MR JAMES EDE and MS JOANNA VAN DER LANDE

  180. If you believe Scotland Yard, it is the second largest business in the world after drugs and arms. You dispute that?
  (Ms van der Lande) We disagree. We dispute that. We would all be very rich if that were the case.
  (Mr Ede) What I would like to know is where is this material going, the classical and pre-classical antiquities here. We have done surveys of what the size of the market is which show that the worldwide market might be £200 million. Where are these other billions of pounds worth of objects going? Do we believe in the idea of mad millionaires gloating over stuff in their basements?

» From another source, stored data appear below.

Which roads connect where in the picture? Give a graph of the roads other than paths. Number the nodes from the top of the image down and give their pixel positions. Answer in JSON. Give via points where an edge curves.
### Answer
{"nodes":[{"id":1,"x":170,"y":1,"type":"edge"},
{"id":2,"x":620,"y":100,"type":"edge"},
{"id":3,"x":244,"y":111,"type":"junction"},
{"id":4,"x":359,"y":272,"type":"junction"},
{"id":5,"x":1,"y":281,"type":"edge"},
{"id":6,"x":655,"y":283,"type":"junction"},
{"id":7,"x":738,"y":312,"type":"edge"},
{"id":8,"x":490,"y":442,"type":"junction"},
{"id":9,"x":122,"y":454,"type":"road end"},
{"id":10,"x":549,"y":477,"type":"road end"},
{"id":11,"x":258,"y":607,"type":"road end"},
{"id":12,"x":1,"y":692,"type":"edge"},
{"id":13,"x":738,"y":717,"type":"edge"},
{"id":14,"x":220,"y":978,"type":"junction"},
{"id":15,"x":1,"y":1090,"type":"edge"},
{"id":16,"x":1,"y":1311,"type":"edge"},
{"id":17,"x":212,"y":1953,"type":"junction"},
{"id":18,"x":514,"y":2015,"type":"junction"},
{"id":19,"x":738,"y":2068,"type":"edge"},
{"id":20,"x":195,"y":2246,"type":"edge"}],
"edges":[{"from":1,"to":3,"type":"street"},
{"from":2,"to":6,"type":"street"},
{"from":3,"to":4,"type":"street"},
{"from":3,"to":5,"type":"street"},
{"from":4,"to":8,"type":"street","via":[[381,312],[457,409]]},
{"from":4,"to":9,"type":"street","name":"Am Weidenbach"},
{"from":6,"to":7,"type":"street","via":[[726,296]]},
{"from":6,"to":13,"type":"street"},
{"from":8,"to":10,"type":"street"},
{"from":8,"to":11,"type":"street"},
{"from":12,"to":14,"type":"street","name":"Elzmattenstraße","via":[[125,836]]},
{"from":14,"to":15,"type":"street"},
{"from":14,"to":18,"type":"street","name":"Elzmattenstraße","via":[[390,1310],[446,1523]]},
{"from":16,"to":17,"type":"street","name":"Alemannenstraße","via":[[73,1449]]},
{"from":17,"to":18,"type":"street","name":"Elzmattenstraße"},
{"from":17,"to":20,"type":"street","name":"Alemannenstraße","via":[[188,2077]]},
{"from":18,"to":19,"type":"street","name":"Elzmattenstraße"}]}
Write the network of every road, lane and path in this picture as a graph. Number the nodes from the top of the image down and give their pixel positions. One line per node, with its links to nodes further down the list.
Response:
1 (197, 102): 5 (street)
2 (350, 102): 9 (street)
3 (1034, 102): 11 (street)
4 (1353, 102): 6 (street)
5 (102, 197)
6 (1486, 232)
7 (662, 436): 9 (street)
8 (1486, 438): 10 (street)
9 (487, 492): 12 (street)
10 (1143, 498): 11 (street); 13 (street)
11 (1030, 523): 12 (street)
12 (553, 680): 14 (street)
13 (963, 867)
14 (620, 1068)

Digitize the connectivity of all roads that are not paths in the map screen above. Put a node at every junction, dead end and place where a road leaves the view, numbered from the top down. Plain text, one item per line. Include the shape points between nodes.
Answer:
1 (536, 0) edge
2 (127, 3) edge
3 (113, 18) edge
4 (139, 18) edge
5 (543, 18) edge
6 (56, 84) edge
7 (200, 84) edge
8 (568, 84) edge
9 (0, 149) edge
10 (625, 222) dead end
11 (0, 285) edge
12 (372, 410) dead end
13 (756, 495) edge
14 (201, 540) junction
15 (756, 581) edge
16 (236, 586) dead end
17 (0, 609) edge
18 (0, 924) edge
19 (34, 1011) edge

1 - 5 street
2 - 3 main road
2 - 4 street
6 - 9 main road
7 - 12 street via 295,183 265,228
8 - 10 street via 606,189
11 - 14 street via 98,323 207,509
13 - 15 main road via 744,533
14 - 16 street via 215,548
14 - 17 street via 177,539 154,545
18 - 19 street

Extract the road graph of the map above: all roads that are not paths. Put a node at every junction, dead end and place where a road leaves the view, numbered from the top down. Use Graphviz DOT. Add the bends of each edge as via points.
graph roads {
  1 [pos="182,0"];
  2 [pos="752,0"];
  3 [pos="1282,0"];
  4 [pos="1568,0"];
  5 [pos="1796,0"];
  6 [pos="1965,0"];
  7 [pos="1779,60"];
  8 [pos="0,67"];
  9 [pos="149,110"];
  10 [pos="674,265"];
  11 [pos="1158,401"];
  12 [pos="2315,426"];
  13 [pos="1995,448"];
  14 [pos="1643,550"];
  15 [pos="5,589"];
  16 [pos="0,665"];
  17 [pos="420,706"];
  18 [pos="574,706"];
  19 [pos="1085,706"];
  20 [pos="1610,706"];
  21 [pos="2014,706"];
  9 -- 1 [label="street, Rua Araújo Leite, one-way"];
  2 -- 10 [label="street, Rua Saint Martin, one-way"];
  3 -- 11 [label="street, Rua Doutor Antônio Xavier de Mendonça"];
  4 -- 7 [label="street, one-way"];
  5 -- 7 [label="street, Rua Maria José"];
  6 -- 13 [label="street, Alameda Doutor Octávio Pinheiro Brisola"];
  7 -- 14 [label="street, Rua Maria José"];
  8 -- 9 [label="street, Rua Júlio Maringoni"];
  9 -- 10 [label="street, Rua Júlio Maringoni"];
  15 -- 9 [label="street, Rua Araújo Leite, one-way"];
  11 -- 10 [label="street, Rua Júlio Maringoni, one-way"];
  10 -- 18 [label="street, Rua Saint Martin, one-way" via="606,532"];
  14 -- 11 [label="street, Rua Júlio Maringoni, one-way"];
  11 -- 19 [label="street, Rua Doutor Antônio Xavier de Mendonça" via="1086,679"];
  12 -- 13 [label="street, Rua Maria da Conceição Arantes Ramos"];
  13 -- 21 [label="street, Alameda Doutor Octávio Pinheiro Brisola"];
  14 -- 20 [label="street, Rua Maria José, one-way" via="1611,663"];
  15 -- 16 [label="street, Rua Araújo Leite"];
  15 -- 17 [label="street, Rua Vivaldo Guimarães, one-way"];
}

One of the functions of having an open legitimate market is things that are stolen sooner or later always come to the surface, always. This stuff is not coming to the surface at a level of £3 billion a year. Where is it going and where is it coming from? The Guardian suggested at one point £3 billion had been stolen from Saqqara. Has somebody nicked a pyramid? Nobody has produced any evidence to support these figures whatsoever.

Chairman

  181. Could I just intervene in Mr Wyatt's questioning to say that we had a meeting a few days ago with the appropriate people at New Scotland Yard, and far from being the old-fashioned 1930s image of Constable Plod these are extremely sophisticated, knowledgeable people who certainly impressed the members of the Committee who met them. These people take this trade very seriously and they do say it is the second largest illicit trade in the world. They do say the trade is now being used by drug dealers for money laundering. They dismiss the notion which you mention of this trade being motivated by gloating billionaires with stuff put away in a vault. They say it is a very widespread trade and I take what they say very seriously indeed. I think they are reputable and impressive public servants.
  (Ms van der Lande) So do we.
  (Mr Ede) It is very easy to say there are billions. I am saying there are not. I am saying look at the size of the trade. Look at the auctions. Look at what is being bought and sold on the open market. That will give you some idea. I am looking at the figures. It is very easy to say there are billions of pounds shifting around the world annually illegally. I am saying where is it? Clearly there is a problem and an international database is clearly required particularly with public monuments on it and that would solve a huge quantity of problems. The archaeological monuments of South East Asia, for example, could easily be entered on such a database and then there would not be a market for that because people do not want to collect—

Derek Wyatt

  182. Who would take the lead in that?
  (Ms van der Lande) We would be happy to.

Chairman

  183. What about things which are exported from countries against the laws of those countries which are not alleged to be stolen but exported in violation of the laws of the country of origin?
  (Mr Ede) We deplore that but we would ask the Government—

  184. Would you trade in it?
  (Mr Ede) No. I have answered that already. We do not buy these things. I would ask the Government to attempt to put pressure on our partners particularly in the EU, which is supposed to be an open market, to abide by Article 28 and allow proper, controlled open trade in goods which are legally owned by private individuals and not simply put a blanket ban on everything any more than we should have a blanket ban on Georgian candle sticks. Why should we? Do we agree with that?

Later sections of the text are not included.